Singular matrix while calculating p-value in Linear Regression

336 Views Asked by At

So I am calculating p-values in a Linear regression problem. I am using this for reference. Here as you can see there is one calculation

beta_cov = np.linalg.inv(X1.T@X1)

Which is nothing but the inverse of the dot product of (transpose of the independent variable matrix(X) and the matrix itself. example X in numpy format

import numpy as np

X = np.array([[1.000e+00, 0.000e+00, 3.840e+00, 5.260e+02, 5.970e+02, 8.100e+01,
        ....]])

Now if you try to calculate the beta_cov it will throw an error like Singular matrix because the determinant of the dot(X.T, X) is zero.

np.linalg.det(arr .T@narr) # det is 0

Now I am facing one problem.
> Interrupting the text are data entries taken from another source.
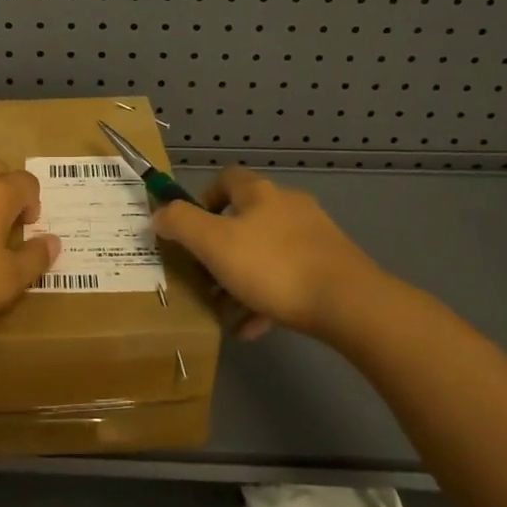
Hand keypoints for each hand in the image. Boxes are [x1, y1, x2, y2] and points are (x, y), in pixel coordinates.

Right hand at [152, 167, 396, 342]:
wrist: (348, 303)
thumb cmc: (272, 266)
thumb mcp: (213, 243)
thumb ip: (181, 224)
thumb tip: (159, 214)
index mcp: (259, 193)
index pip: (225, 179)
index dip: (202, 199)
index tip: (189, 230)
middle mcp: (287, 206)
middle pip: (244, 220)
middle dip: (219, 250)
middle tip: (202, 278)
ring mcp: (312, 237)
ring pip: (264, 254)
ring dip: (240, 279)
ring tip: (223, 311)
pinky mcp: (329, 267)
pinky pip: (287, 279)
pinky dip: (265, 299)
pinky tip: (251, 328)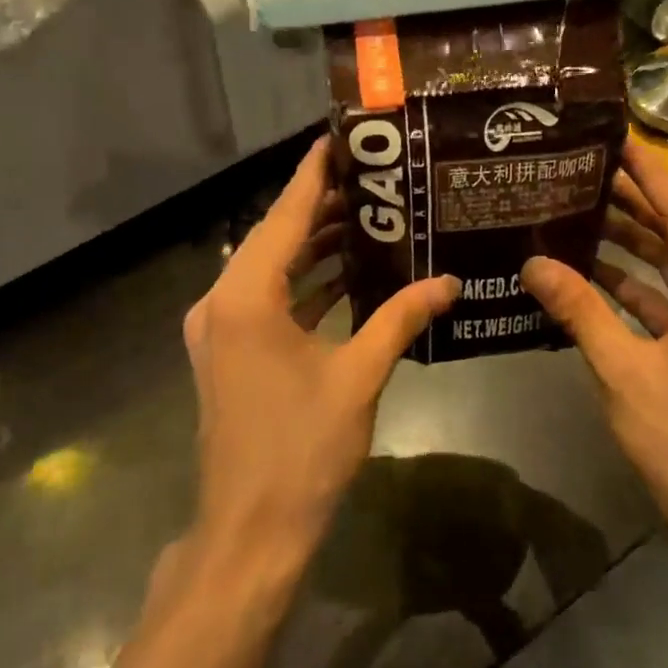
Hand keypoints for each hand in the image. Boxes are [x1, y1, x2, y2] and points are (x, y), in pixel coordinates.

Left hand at [183, 137, 459, 563]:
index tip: (341, 138)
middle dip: (320, 209)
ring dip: (312, 249)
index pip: (283, 216)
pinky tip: (345, 276)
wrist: (251, 529)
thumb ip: (400, 319)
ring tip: (368, 219)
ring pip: (270, 271)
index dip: (313, 175)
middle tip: (374, 180)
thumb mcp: (358, 376)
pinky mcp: (228, 354)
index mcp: (245, 298)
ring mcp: (219, 330)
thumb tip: (448, 281)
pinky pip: (266, 301)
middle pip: (274, 239)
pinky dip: (302, 286)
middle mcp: (220, 302)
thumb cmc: (302, 449)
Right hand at [522, 143, 667, 539]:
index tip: (614, 142)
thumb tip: (533, 262)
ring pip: (665, 267)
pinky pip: (660, 299)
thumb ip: (579, 310)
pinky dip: (626, 286)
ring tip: (575, 214)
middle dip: (631, 204)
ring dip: (625, 245)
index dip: (649, 175)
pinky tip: (584, 275)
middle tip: (580, 175)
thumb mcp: (622, 367)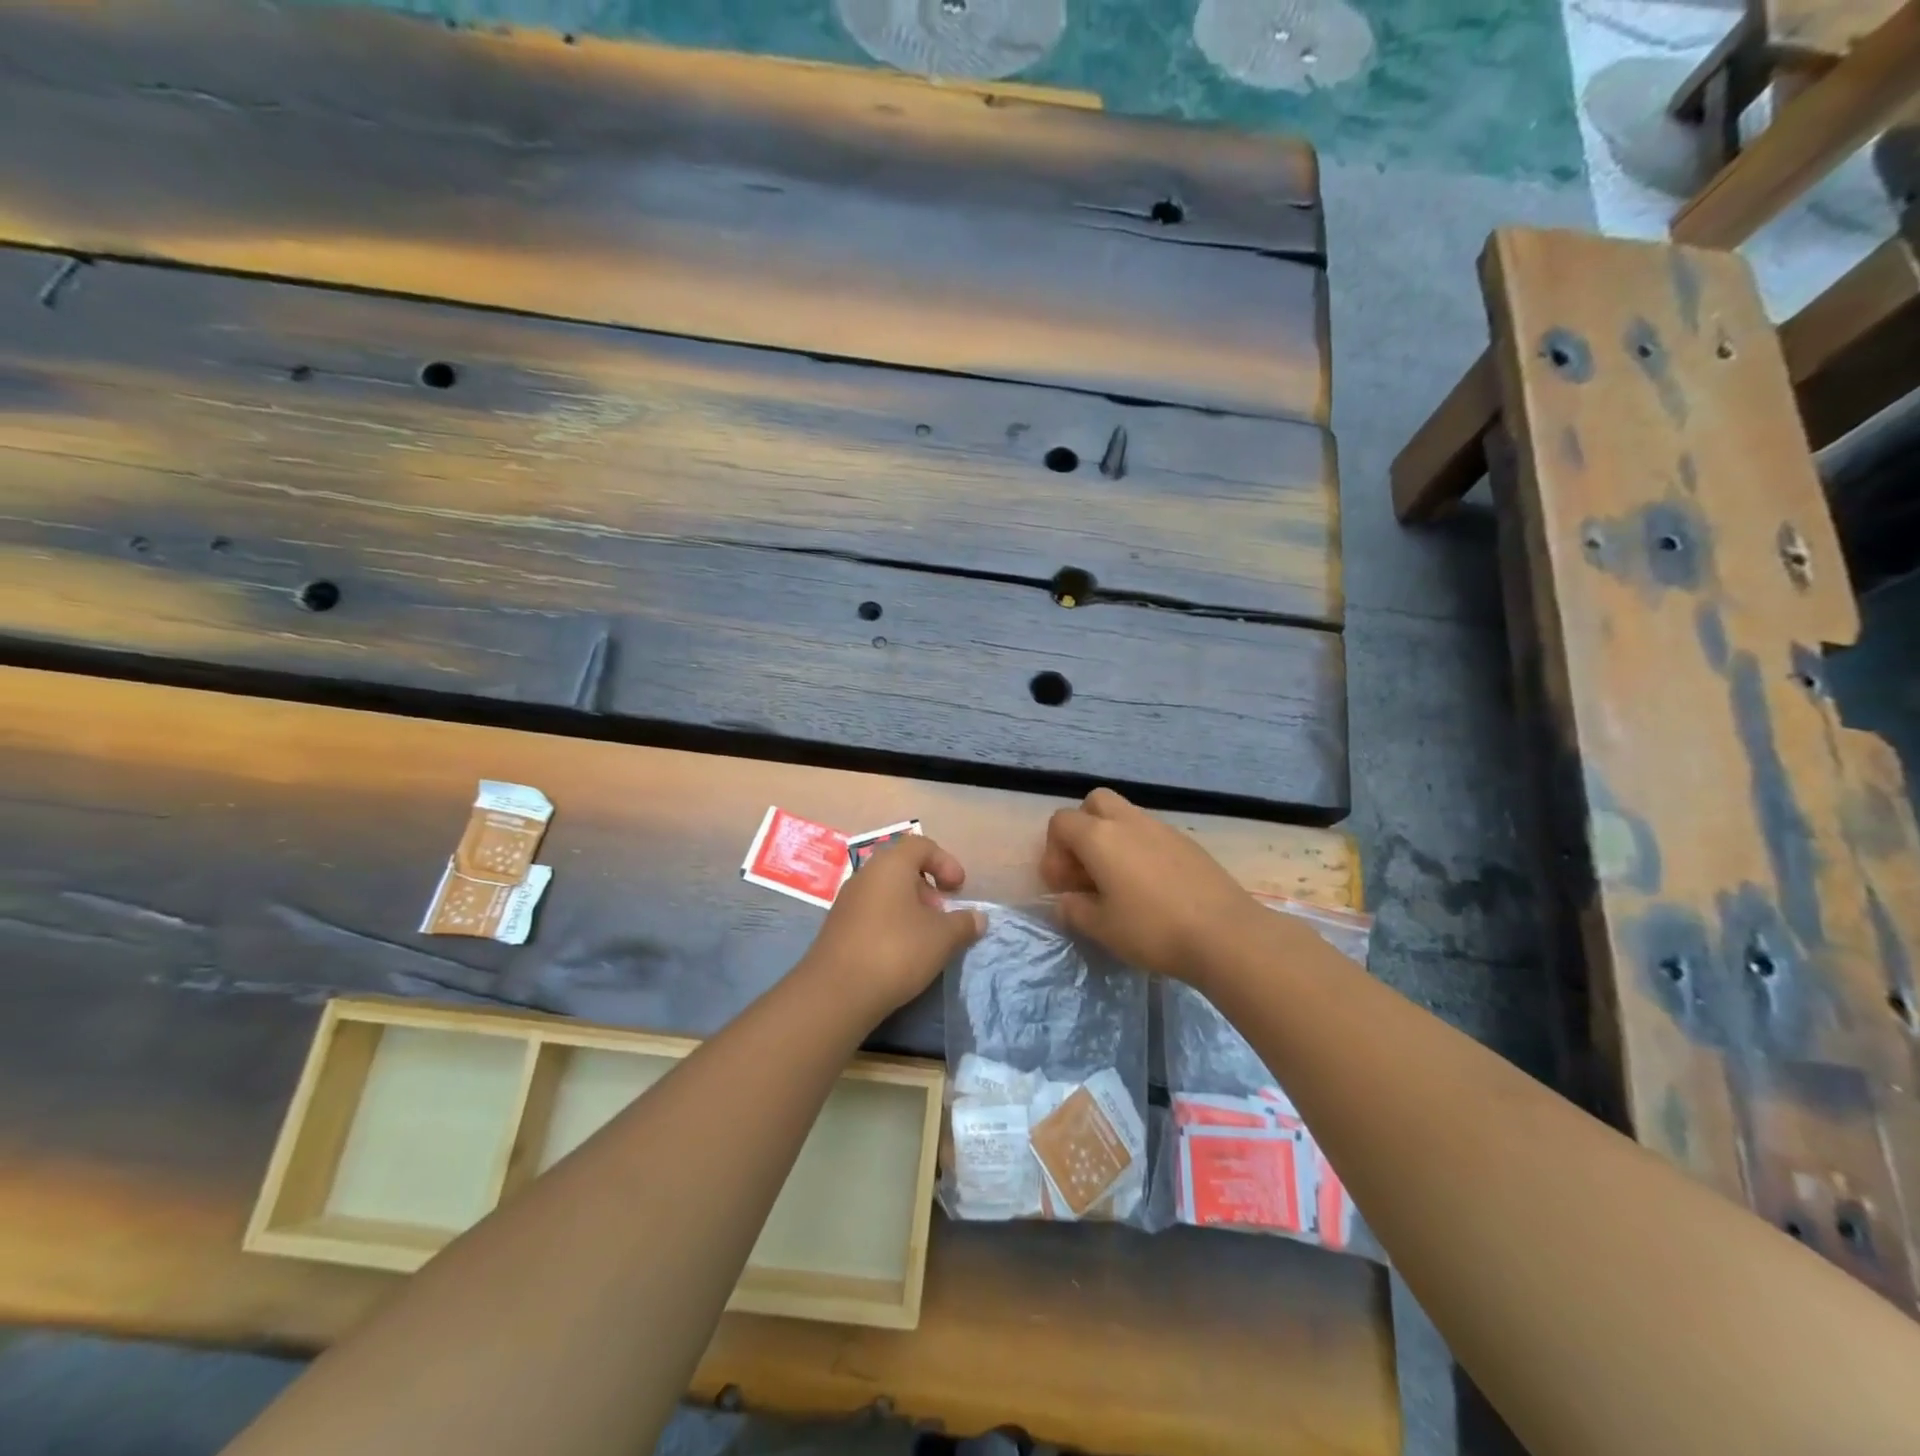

So as X is a feature matrix, X is like [independent_vector1, independent_vector2, independent_vector3,...,independent_vectorn]. Now while doing linear regression the position of the vecor does not matter, so it can be [independent_vector2, independent_vector1, independent_vector3,...,independent_vectorn-4]. But interestingly if you rearrange the columns of the above mentioned X, the determinant becomes non zero like

new_arr = arr[:,[0,3,13,14,7,8,9,6,5,4,11,12,1,10,2]] #changing the column position
np.linalg.det(new_arr .T@new_arr) #det is 1.7583201199503196e+20

Now I am confused, the position of the features should not affect the calculation. X[feature1, feature2, feature3] is effectively the same as X[feature2, feature1, feature3] etc...Then why is it affecting the p-value calculation? Does that mean the features are highly correlated and they are not mutually orthogonal?